Bei einer Erstbehandlung sollte man sich mehr Zeit nehmen als bei einer Nachbehandlung. Die ausführliche Anamnese eines neuen Patienten nimmt einige Zeit in Anspruch. Ich muss viele Infos, die ich vom Besitzer/Reiter und auch nonverbal vom Pferd bekomme, als Puzzle zusammen führen und mir ein Gesamtbild machen.
Ein weiterer wichtiger Punkt ist: Kennt das Pferd es, überall angefasst zu werden und toleriert es das? Nur wenn ich das Pferd überall anfassen kann, kann ich eine Ganzkörperbehandlung durchführen. Ist das Pferd schmerzhaft und wie sehr? Der Besitzer fasst sein Pferd in der Regel anders an als ich. Ich muss die schmerzhaften Bereiche anfassen „dürfen“ und dann genau dort behandeln. Das findet nicht jedes Pferd so toll und kann abwehrend reagieren (ausweichen, drohen, beißen oder sogar treten). Oft muss sich der Therapeut dann vorsichtig, auch über Umwege, an diese Bereiche herantasten. Ist das Pferd durch die ungewohnten Berührungen von einer fremden Person gestresst und dadurch verspannt, verstärkt sich die Abwehr meist noch. Das alles kann dann dazu führen, dass deutlich mehr Zeit benötigt wird. Manchmal muss eine Behandlung unterbrochen oder sogar abgebrochen werden. Wenn der Therapeut dann mit viel Kraft versucht, durch die verspannte Muskulatur die Blockaden der Gelenke zu lösen, kann er dem Pferd starke Schmerzen zufügen und auch Schäden anrichten. Manuelle Behandlungsmethoden mit einem Trust – das ist ein gezielter kurzer Stoß oder Impuls, der mit großer Beschleunigung in eine Gelenkverbindung gesetzt wird, um Blockaden zu lösen – sollen niemals mit Kraft ausgeführt werden! Bei einem guten Therapeuten sieht man so gut wie nichts. Ich werde sogar ab und an gefragt, ob ich überhaupt etwas mache, da man wohl von anderen Therapeuten eher die „Hauruck“-Methode à la „viel hilft viel“ kennt. Trotzdem ist diese feine Arbeit für den Therapeuten körperlich anstrengend. Er muss seine eigene Körperspannung und den richtigen Winkel zum Behandlungspunkt ganz gezielt nutzen, um die maximale Wirkung zu erzielen und um sich selber zu schützen. Denn jeder Trust geht ins Pferd und auch in den Therapeuten.
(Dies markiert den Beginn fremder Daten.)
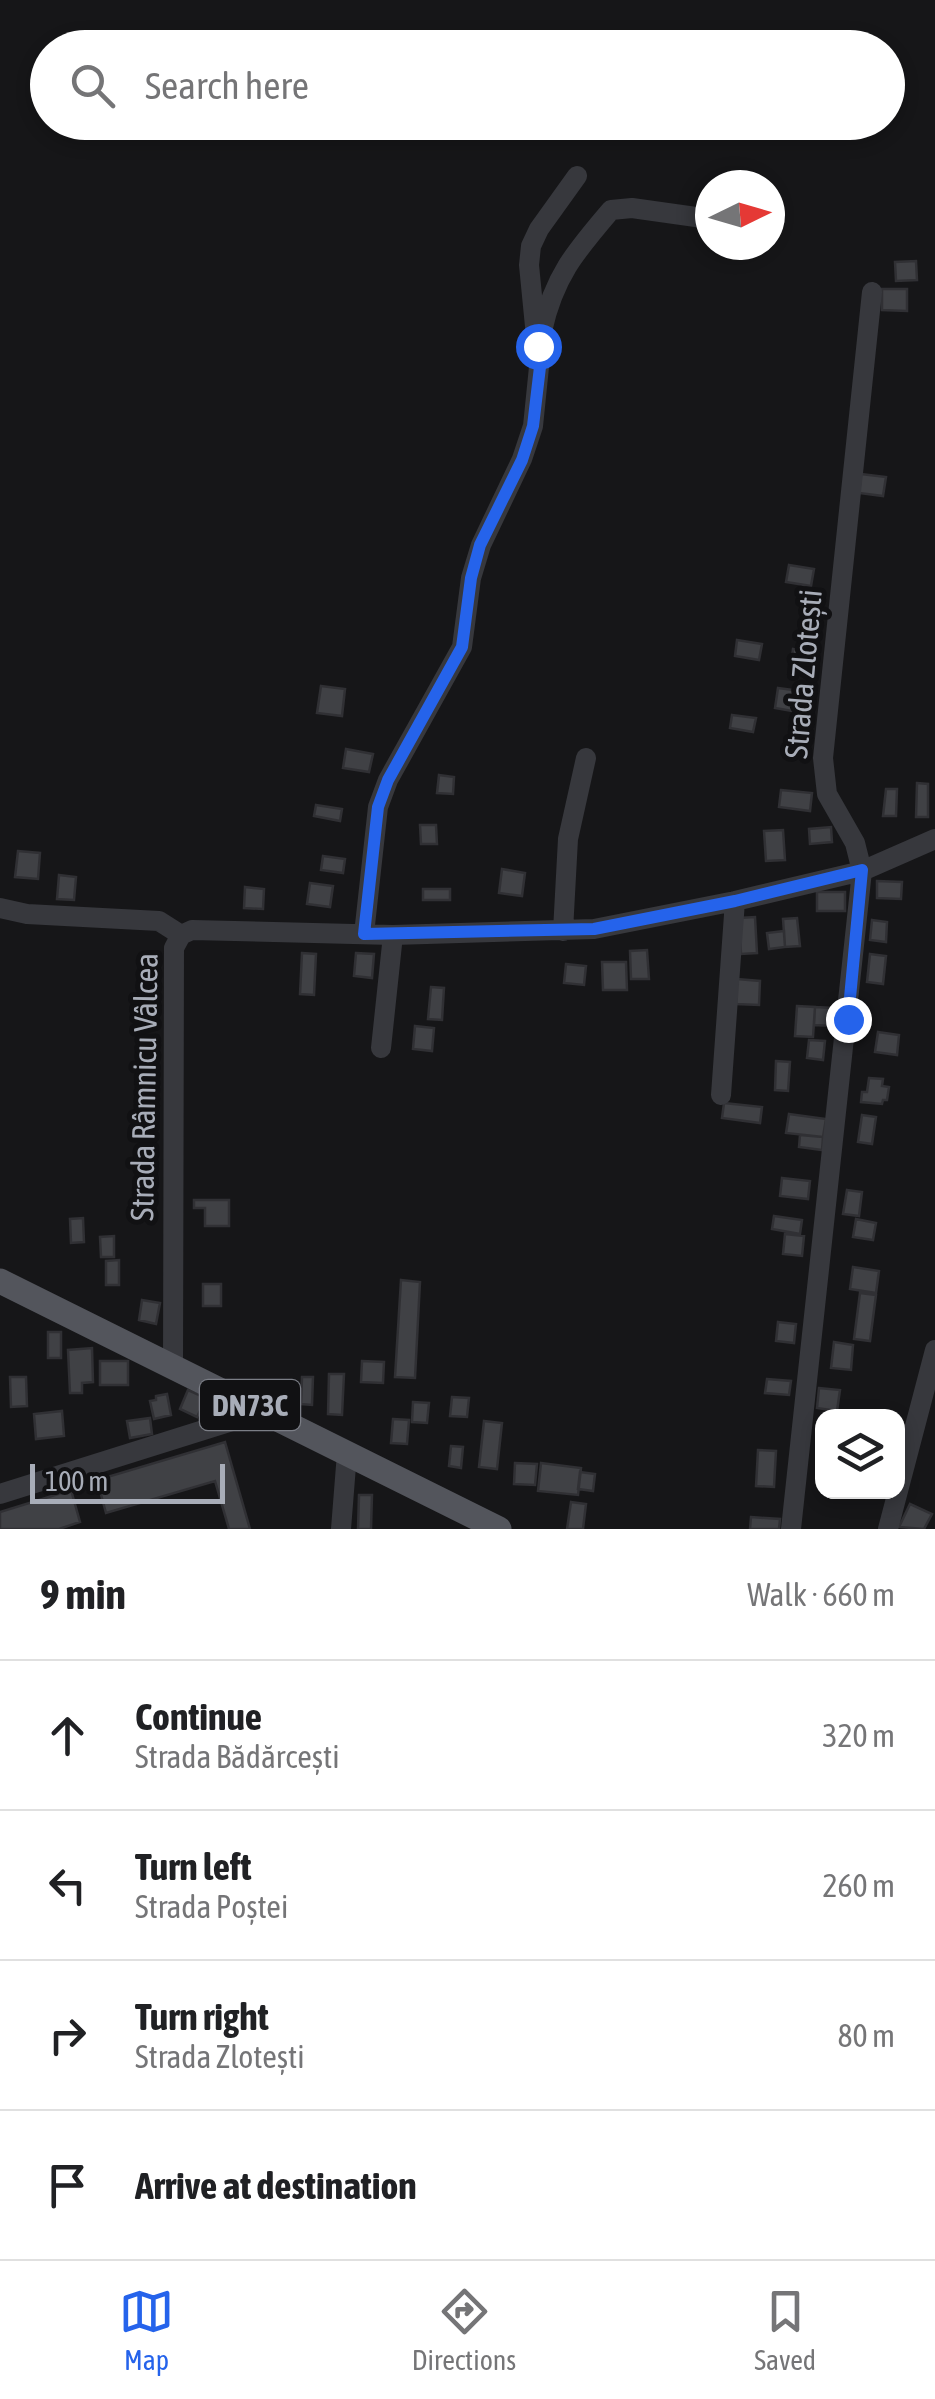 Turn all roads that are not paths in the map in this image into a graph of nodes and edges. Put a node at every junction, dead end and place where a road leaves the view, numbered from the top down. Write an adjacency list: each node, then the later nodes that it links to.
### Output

Kennt ein Pferd aber die chiropraktische Behandlung, ist es meistens deutlich einfacher. Oft entspannen die Pferde sichtlich, „zeigen“ wo es weh tut und helfen durch ihre eigene Körperspannung mit, die Blockaden zu lösen. Wenn ich das Pferd von vorangegangenen Behandlungen kenne und weiß, wo in der Regel die „Baustellen“ liegen, verkürzt sich auch die Behandlungsdauer. Trotzdem ist es wichtig, auch im Behandlungsverlauf das gesamte Pferd zu untersuchen. „Baustellen“ können sich ja auch an andere Bereiche verschieben oder es kommen neue hinzu. Der Therapeut darf nicht betriebsblind werden, nur weil er das Pferd schon mehrfach behandelt hat. Ansonsten werden schnell Befunde übersehen.
Noch ein wichtiger Punkt, warum ich immer den ganzen Körper behandle: Alles im Körper hängt irgendwie zusammen. Faszien, Muskeln, Sehnen, Bänder und Knochen bilden ein komplexes Konstrukt mit verschiedensten Zusammenhängen. Wenn also in der Hinterhand eine Blockade ist, kann sich diese zum Beispiel bis auf den Kiefer auswirken - und auch anders herum. Daher muss immer alles betrachtet werden. Wenn Probleme nur halb gelöst werden, ist dem Patienten nicht geholfen.
Es kann auch gut sein, dass durch das Lösen einer Blockade und der dazugehörigen Schonhaltung andere Befunde ans Licht kommen, die überlagert wurden. Daher kann es bald nach einer Behandlung zu anderen Auffälligkeiten kommen. Daher bitte ich den Besitzer einige Tage nach der Behandlung immer um Rückmeldung!